La plupart d'entre nous évoquons l'époque du commerce des fourrures avec un sentiment romanesque et d'aventure, une époque peuplée de héros aux prises avec un milieu sauvage immense et souvent hostile. Bien des hommes courageux sont en effet passés à l'histoire au temps des brigades des fourrures et des postes de traite : les coureurs de bois de la Nouvelle-France, les voyageurs de la Compagnie du Nord-Ouest et les hommes qui naviguaient sur les barges d'York de la Compagnie de la Baie d'Hudson, soit les Radisson, de Groseilliers, La Vérendrye, Anthony Henday, Frobisher, Peter Pond, Alexander Mackenzie et David Thompson, pour ne nommer que ceux-là. De nombreux noms d'entités géographiques émanent de cette époque, notamment des noms de villes (Edmonton et Churchill), de cours d'eau (Fraser, Mackenzie et Thompson) et de lieux (Portage la Prairie, col Howse et, bien sûr, Rocky Mountain House).
En réalité, la traite des fourrures était avant tout une initiative économique, un commerce, et qui plus est, un commerce très profitable. Les échanges reposaient sur le rapport mutuellement avantageux entre la demande de fourrures en Europe (particulièrement le castor) et la demande de produits européens au Canada. Tant et aussi longtemps que les Européens demandèrent des fourrures en grande quantité, le commerce avec l'Amérique du Nord s'accrut et prospéra. De nombreux hommes firent fortune dans le commerce des fourrures, et Montréal devint l'axe du commerce des fourrures au Canada, s'imposant, par l'entremise de ce fructueux négoce, comme centre économique de la région du Saint-Laurent et des Grands Lacs.
Les profits liés au commerce des fourrures en Amérique du Nord faisaient l'envie des empires européens. À une certaine époque, les Hollandais, les Anglais et les Français s'en disputaient le contrôle sur la côte nord-est du continent. Les Anglais avaient déjà leurs forts de la Compagnie de la Baie d'Hudson, dans la baie du même nom. Les Hollandais furent chassés de la région de New-York en 1674, laissant ainsi aux commerçants anglais et français le soin de s'approprier, au nom de leurs pays respectifs, le contrôle de la traite des fourrures. Les Anglais prirent finalement possession de la Nouvelle-France, mais se trouvèrent bientôt aux prises avec un autre adversaire, un pays tout jeune, les États-Unis d'Amérique.

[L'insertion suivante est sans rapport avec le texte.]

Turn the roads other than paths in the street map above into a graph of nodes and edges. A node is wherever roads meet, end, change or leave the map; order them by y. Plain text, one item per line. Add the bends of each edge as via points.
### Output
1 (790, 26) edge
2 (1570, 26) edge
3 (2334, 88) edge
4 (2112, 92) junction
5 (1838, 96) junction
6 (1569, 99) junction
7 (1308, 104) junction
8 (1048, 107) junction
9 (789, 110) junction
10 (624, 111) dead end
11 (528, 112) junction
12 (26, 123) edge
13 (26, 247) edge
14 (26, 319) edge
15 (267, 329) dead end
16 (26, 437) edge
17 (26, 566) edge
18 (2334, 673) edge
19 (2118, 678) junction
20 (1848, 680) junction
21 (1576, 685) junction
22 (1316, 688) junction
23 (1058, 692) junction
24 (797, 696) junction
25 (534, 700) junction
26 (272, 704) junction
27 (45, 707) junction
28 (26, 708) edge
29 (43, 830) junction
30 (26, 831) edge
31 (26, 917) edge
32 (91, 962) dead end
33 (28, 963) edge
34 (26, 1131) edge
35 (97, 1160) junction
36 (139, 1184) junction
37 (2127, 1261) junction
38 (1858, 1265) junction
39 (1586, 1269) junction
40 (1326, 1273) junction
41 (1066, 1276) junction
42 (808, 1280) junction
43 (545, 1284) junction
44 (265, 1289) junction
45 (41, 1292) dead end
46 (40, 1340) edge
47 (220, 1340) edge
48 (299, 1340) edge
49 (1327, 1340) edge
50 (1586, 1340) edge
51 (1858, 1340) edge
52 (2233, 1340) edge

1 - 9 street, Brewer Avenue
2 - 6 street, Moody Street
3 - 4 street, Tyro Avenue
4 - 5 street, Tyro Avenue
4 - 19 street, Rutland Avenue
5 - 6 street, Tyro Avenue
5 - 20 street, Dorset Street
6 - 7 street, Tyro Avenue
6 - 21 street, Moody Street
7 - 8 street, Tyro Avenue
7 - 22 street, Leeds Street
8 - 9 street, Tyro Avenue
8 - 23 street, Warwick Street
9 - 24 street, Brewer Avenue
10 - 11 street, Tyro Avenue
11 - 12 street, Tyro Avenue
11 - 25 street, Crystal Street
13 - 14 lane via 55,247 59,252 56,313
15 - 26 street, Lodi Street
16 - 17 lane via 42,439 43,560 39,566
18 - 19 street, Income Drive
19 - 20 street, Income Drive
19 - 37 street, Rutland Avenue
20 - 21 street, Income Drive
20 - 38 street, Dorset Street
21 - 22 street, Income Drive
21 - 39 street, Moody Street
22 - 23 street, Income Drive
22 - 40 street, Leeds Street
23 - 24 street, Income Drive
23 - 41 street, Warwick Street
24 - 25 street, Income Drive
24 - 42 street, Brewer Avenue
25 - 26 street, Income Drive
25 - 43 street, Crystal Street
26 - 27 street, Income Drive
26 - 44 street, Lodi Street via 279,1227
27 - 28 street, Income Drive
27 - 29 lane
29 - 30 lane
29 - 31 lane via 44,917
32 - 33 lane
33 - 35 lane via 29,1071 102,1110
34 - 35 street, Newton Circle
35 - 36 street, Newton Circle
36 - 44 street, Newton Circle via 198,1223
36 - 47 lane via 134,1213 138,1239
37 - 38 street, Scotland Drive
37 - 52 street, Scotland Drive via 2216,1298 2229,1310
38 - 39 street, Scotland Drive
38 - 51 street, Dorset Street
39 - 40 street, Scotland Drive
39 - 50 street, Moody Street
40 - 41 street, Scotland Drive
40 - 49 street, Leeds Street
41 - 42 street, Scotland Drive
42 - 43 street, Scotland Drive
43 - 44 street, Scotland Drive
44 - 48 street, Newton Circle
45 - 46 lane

Au cours du siècle suivant, c'est surtout la présence des négociants en fourrures britanniques et canadiens dans l'Ouest du Canada qui protégea ce territoire peu habité des poussées agressives de la république américaine.
Le commerce des fourrures a également joué un rôle très important dans l'exploration. En fait, ces deux activités ont été intimement liées. Grâce aux négociants de la Nouvelle-France, qui voyagèrent vers l'ouest jusqu'aux Grands Lacs, et aux employés de la Compagnie du Nord-Ouest, qui se rendirent jusqu'à l'Arctique et au Pacifique, le commerce des fourrures a donné accès à ce vaste territoire jusqu'alors inexploré qu'est le Canada. La rivalité commerciale incita les aventuriers à se rendre dans des régions inconnues, à la recherche de fourrures ou de routes commerciales. Jusqu'à la Confédération, c'est presque entièrement aux hommes associés à la traite des fourrures que nous devons l'exploration et l'établissement des cartes de l'Ouest canadien.
L'héritage du commerce des fourrures est donc ambivalent. Il ne faut toutefois pas oublier qu'il a rendu possibles la découverte et la protection d'un immense territoire bordé par trois océans, démontrant ainsi qu'il était possible de vaincre de grandes distances. Son expansion a en effet permis d'ouvrir l'accès à un réseau de cours d'eau dans l'axe est-ouest du Canada, l'autoroute du commerce des fourrures vers l'Ouest, de révéler les régions inexplorées du nord du continent et de préparer le terrain pour la Confédération.